*YOUR TASK*
In the records below, locate the line containing "Road topology of", then extract it and all following lines exactly, ending with the last line.

Stored items:
● ● ●
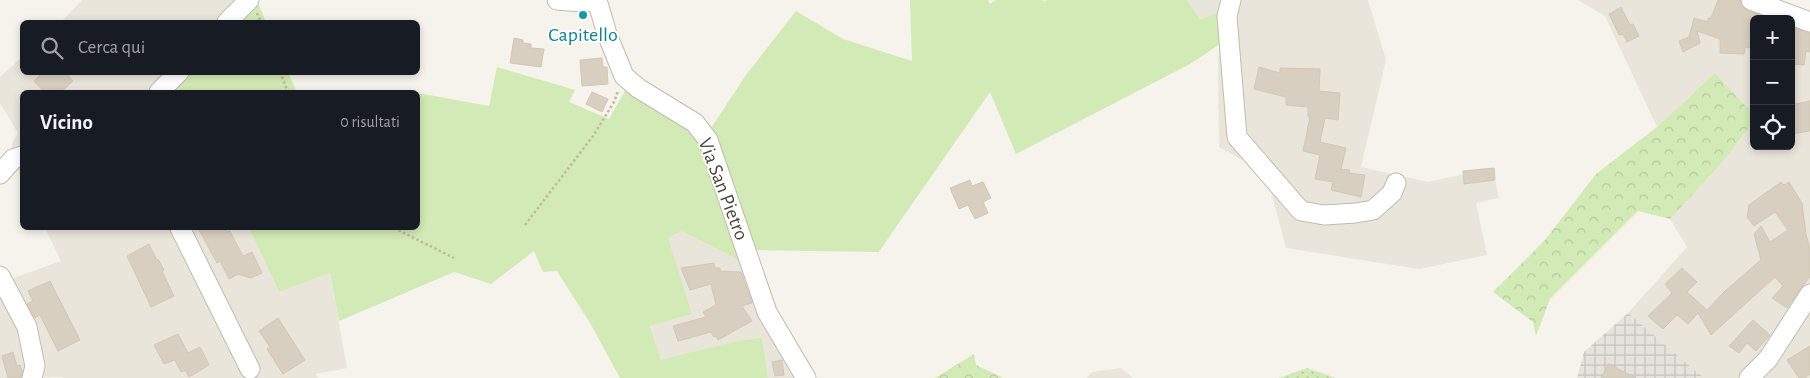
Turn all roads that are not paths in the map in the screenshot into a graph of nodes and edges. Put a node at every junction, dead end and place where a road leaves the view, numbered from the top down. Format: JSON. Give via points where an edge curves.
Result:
{"nodes":[{"id":1,"x":249,"y":0,"type":"edge"},
{"id":2,"x":556,"y":0,"type":"edge"},
{"id":3,"x":597,"y":0,"type":"edge"},
{"id":4,"x":1231,"y":0,"type":"edge"},
{"id":5,"x":1751,"y":0,"type":"edge"},
{"id":6,"x":1804,"y":19,"type":"edge"},
{"id":7,"x":230,"y":20,"type":"edge"},
{"id":8,"x":176,"y":75,"type":"edge"},
{"id":9,"x":161,"y":90,"type":"edge"},
{"id":10,"x":20,"y":157,"type":"edge"},
{"id":11,"x":0,"y":174,"type":"edge"},
{"id":12,"x":1396,"y":183,"type":"dead end"},
{"id":13,"x":181,"y":230,"type":"edge"},
{"id":14,"x":0,"y":276,"type":"edge"},
{"id":15,"x":1810,"y":294,"type":"edge"},
{"id":16,"x":250,"y":369,"type":"dead end"},
{"id":17,"x":32,"y":378,"type":"edge"},
{"id":18,"x":806,"y":378,"type":"edge"},
{"id":19,"x":1749,"y":378,"type":"edge"}],
"edges":[{"from":1,"to":7,"type":"street"},
{"from":2,"to":3,"type":"street"},
{"from":3,"to":18,"type":"street","name":"Via San Pietro","via":[[624,76],[695,123],[708,140],[767,312]]},
{"from":4,"to":12,"type":"street","via":[[1227,16],[1237,137],[1301,211],[1324,215],[1373,210],[1392,193]]},
{"from":5,"to":6,"type":"street"},
{"from":8,"to":9,"type":"street"},
{"from":10,"to":11,"type":"street","via":[[13,159]]},
{"from":13,"to":16,"type":"street"},
{"from":14,"to":17,"type":"street","via":[[27,326],[35,366]]},
{"from":15,"to":19,"type":"street","via":[[1768,359]]}]}
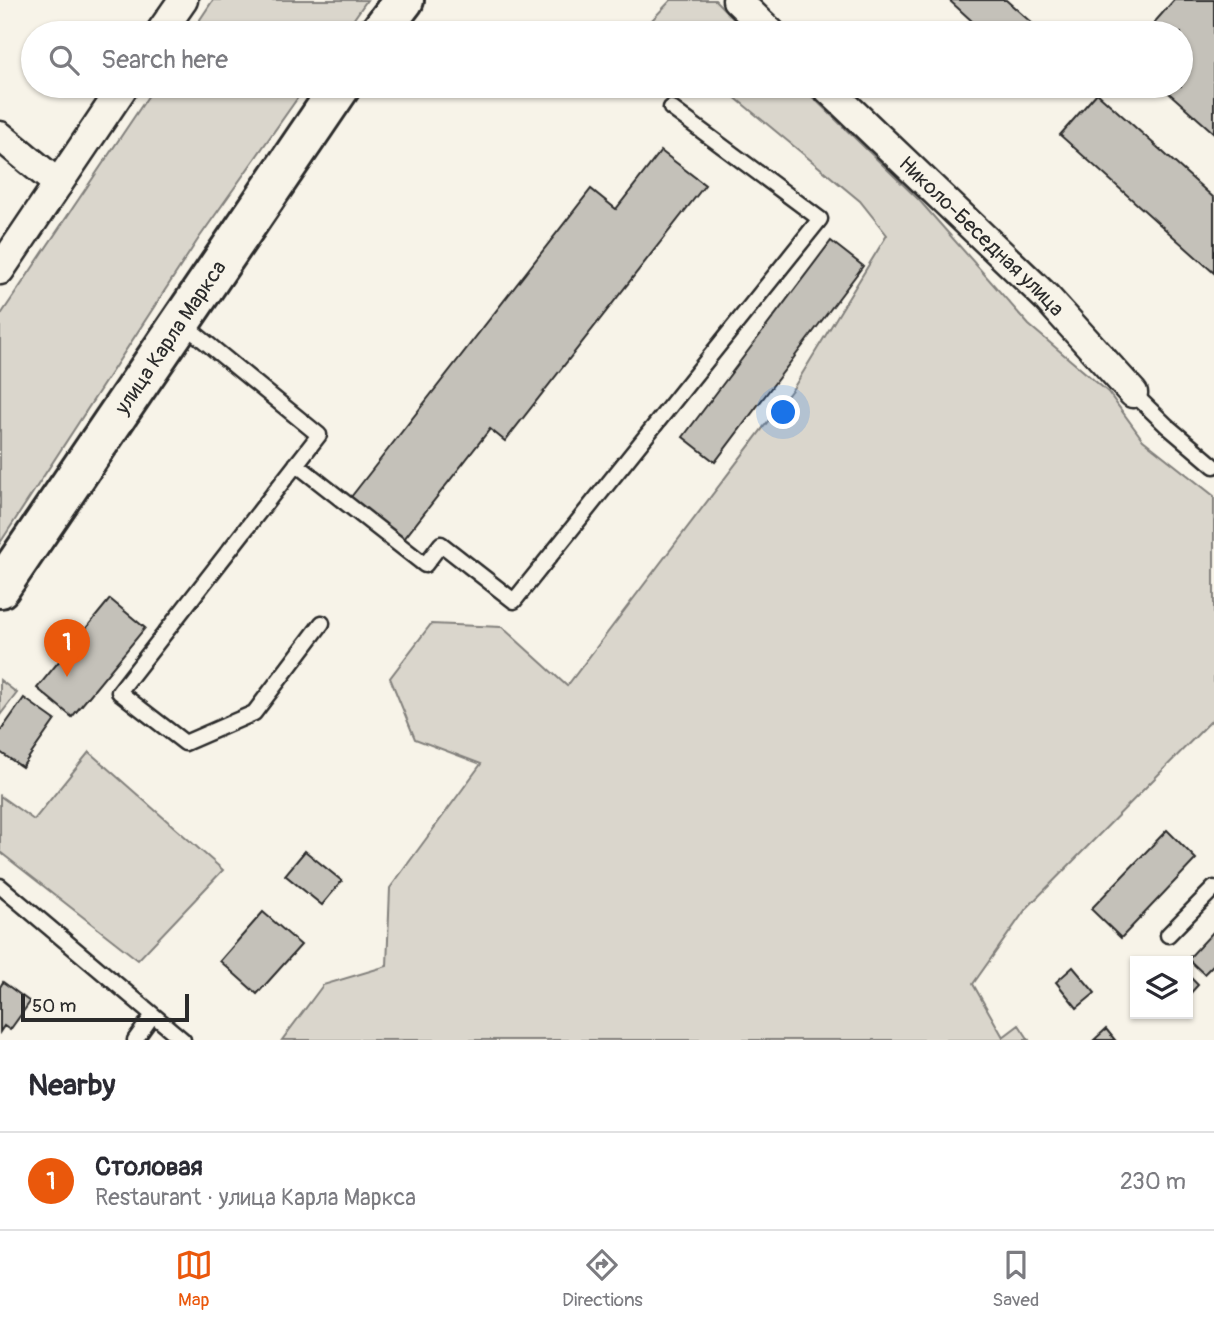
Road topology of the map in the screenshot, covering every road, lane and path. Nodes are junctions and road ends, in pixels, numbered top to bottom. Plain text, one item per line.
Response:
● ● ●
*EXERCISE SOLUTION*
Road topology of the map in the screenshot, covering every road, lane and path. Nodes are junctions and road ends, in pixels, numbered top to bottom. Plain text, one item per line.
Response:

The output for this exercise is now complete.